Чернявый улыбнулся, оценив шутку хозяина.
– Он бы на танке учил… Он сначала новенького измордовал, – сказал он, – а потом велел руку целовать.
– А новенький руки не целует? – заинтересованно спросил Ахмет.
– Не любит.
Кто-то засмеялся.
Я так устал, словно весь день таскал тяжести – вот-вот упаду.
– А ты садись на койку, – сказал Прупис. – В ногах правды нет.
Я с благодарностью сел на койку. Чернявый кинул мне тряпку. Я поймал ее – тряпка была влажная.
– Вытрись, – сказал он.
Добрыне помогли подняться, и тот, бормоча угрозы, ушел в другой конец помещения, где над его койкой висело несколько плакатов, изображавших обнаженных женщин в соблазнительных позах.
Я вытер лицо.
– Он подло не делал? – спросил Прупис у чернявого.
– Нет, только укусил Добрыню за руку.
– Ладно, сойдет.
Господин Ахмет вышел на середину комнаты, подошел к краю стола и, опершись пальцами о него, сказал со значением:
– Я молчал – я думал, пускай новенький сам себя показывает. Если кто его забьет – сам виноват.
– Правильно, – крикнул кто-то. Весело, со смешком.
– Я Добрыню на него не натравлял. И никто не натравлял.
– Он из-за койки, – сказал чернявый. – Армянин на ней спал, его кореш.
– Я знаю это лучше тебя, – сказал Ахмет. – Но я Добрыню не натравлял. Никто не натравлял. Сам полез. Я думаю, новенький нам подходит, а?
Возгласы были скорее ободряющие, чем злые.
– Тогда разрешите представить, Тимофей… Как тебя по фамилии?
– Хозяевами были Яйблочко, – сказал я.
– Дурак, – сказал Ахмет. – Вот ты сейчас всем ребятам сказал, что был любимцем у жаб, они же над тобой теперь смеяться будут, прохода не дадут.
Но я уже тоже был не тот, как час назад.
– Пускай попробуют, – сказал я.
– Не зазнавайся. Ты еще и не подозреваешь, сколько есть способов научить человека уму-разуму.

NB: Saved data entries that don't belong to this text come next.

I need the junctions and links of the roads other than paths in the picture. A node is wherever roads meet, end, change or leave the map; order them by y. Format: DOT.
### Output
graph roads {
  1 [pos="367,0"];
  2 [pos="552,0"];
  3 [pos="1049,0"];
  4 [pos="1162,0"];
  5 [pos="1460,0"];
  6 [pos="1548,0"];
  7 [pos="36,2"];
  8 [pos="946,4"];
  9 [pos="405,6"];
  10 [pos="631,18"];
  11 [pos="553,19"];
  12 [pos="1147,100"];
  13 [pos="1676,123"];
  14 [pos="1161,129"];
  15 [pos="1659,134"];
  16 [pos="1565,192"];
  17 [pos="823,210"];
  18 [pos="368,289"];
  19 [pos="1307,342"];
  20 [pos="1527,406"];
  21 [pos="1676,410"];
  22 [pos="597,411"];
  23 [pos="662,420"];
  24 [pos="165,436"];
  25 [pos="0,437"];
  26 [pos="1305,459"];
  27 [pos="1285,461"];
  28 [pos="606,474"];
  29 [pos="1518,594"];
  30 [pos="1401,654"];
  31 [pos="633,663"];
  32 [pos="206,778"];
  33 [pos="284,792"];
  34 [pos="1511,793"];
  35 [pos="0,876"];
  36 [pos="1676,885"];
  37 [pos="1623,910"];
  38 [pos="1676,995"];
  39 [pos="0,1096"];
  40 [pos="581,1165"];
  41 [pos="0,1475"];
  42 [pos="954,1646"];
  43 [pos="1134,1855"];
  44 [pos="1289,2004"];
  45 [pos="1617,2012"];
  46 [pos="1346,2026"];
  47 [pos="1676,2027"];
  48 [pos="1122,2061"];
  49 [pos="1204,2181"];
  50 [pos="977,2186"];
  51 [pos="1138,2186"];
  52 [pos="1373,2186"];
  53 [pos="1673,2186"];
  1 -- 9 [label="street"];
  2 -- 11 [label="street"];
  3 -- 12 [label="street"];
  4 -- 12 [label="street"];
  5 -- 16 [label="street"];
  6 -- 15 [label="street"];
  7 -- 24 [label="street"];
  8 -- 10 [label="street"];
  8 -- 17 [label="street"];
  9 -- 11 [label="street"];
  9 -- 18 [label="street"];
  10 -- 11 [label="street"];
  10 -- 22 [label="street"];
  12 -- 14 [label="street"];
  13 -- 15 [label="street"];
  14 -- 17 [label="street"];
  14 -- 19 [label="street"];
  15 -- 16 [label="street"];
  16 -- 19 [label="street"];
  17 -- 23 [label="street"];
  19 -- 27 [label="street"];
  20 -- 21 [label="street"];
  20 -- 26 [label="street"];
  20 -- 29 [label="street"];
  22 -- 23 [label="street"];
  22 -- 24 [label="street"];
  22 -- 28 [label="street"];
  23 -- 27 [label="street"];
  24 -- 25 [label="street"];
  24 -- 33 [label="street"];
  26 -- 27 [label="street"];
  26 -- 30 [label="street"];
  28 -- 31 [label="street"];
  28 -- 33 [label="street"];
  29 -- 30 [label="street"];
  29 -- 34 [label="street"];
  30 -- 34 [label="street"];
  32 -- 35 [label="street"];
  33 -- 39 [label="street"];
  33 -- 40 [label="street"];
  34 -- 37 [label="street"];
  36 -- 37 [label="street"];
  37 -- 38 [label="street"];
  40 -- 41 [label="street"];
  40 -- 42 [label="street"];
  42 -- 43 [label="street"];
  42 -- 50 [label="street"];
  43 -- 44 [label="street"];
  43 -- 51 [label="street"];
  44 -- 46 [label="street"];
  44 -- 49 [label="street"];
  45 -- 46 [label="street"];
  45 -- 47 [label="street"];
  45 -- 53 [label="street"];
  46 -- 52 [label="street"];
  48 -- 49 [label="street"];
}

Господин Ахмет почесал в затылке.
– Какую мы ему фамилию дадим? – спросил он.
– Чапаев! – крикнул кто-то издали. – У нас Чапаева убили.
– Нет, Чапаева заслужить надо, это знаменитый богатырь…
– Пускай будет Ланселот, – сказал чернявый. – Ланселота у нас давно убили.
– Добро, – сказал Ахмет. – Так и запишем. Тимофей Ланселот. Славный рыцарь, защитник слабых, отважный парень! Фамилия ответственная. Оправдаешь?
– Оправдаю, – сказал я, хотя никогда раньше не слышал о Ланселоте. И не мечтал, что у меня когда-нибудь будет фамилия. Мне говорила когда-то Яйблочко, что у некоторых, самых почетных людей, бывают фамилии, но, честно говоря, я даже не очень представлял, что такое фамилия. А теперь у меня есть. И красивая.
Я про себя повторял: Ланселот, Ланселот, Ланселот… будто конфетку перекатывал во рту языком. Тимофей Ланселот.
– И на афише будет неплохо звучать, – сказал Ахмет. – Тимофей Ланселот.
В первую ночь я спал плохо. Я боялся, что Добрыня, которого заклеили пластырем и забинтовали, поднимется и зарежет меня.
Когда кто-то из моих соседей – а их в комнате было более двадцати – просыпался, чтобы выйти по нужде, я начинал всматриваться в темноту, воображая, что ко мне приближается убийца. В руке я сжимал подобранный перед сном на дворе большой железный костыль. Но шаги удалялись, скрипела дверь – пронесло! Лишь к рассвету я догадался, что Добрыня решил меня не убивать.